Sharontheodopolodous · 24/03/2024 06:51

Yes,my brother

I'm the eldest and only girl of 4 siblings (last two are twins)

3 of us are 'normal' but twin 1 (child no3) came out different

It's like he got my mother's narcissistic personality-she should have been his twin not his brother

He's not wired up right-even as a baby he had that nasty glint in his eye-his twin didnt ( I have a photo of them as babies and it's how I could tell them apart in the picture)

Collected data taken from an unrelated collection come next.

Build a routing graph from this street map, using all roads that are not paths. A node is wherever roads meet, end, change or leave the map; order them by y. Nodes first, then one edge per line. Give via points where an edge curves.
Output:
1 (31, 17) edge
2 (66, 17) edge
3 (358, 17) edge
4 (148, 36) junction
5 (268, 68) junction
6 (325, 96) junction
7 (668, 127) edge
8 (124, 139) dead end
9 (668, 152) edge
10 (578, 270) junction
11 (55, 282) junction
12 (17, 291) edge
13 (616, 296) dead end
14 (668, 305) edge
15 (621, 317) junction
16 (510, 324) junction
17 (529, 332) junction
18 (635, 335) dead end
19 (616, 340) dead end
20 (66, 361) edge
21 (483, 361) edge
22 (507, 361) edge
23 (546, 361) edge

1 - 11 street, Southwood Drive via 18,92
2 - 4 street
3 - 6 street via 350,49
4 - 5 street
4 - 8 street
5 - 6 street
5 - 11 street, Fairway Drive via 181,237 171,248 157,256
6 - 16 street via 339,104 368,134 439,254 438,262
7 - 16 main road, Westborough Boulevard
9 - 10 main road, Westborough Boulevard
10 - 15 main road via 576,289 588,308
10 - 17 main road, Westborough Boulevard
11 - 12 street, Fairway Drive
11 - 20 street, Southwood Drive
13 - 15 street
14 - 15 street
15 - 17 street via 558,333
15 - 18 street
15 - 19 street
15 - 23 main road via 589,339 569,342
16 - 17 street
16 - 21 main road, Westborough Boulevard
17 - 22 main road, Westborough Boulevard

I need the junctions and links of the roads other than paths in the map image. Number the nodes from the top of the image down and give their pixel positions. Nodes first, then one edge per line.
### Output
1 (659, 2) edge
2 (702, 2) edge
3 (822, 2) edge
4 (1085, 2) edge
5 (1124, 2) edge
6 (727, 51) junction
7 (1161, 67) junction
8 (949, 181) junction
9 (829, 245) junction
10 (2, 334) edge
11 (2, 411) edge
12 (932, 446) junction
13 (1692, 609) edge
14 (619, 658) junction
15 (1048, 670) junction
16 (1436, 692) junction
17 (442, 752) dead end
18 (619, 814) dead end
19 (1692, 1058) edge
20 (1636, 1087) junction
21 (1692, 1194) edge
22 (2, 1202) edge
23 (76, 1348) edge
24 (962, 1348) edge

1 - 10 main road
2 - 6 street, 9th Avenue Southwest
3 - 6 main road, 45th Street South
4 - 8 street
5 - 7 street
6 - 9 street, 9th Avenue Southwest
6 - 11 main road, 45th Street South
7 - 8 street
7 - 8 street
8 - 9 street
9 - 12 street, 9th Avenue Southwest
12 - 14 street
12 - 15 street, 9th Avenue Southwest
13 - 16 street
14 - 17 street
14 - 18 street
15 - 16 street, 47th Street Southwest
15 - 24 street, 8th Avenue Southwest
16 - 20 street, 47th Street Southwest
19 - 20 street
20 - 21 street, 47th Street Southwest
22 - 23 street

He loves feeding off others pain and causing pain and suffering

Can be very charming but is a nasty arsehole

I'm not sure how much is 'him' and how much is how he was brought up,as he is my mothers favourite but he was odd growing up

I can't explain it but an aura about him,even as a baby

Heatherbell1978 · 24/03/2024 07:04

Definitely. Within the kids in my friendship group there's a girl, 8, who I'm sure has psychopathic tendencies. Group holiday about 3 years ago and I had to jump in the pool to get her off my DS as she was holding his head underwater. Never trusted her since. She is violent but very subtley, manipulative and sneaky. Also very innocent looking. I will always check on my kids if they're around her and not leave them alone. She has a very loud older sister who regularly gets the blame and for reasons I can't fathom, her parents still think she's a cherub.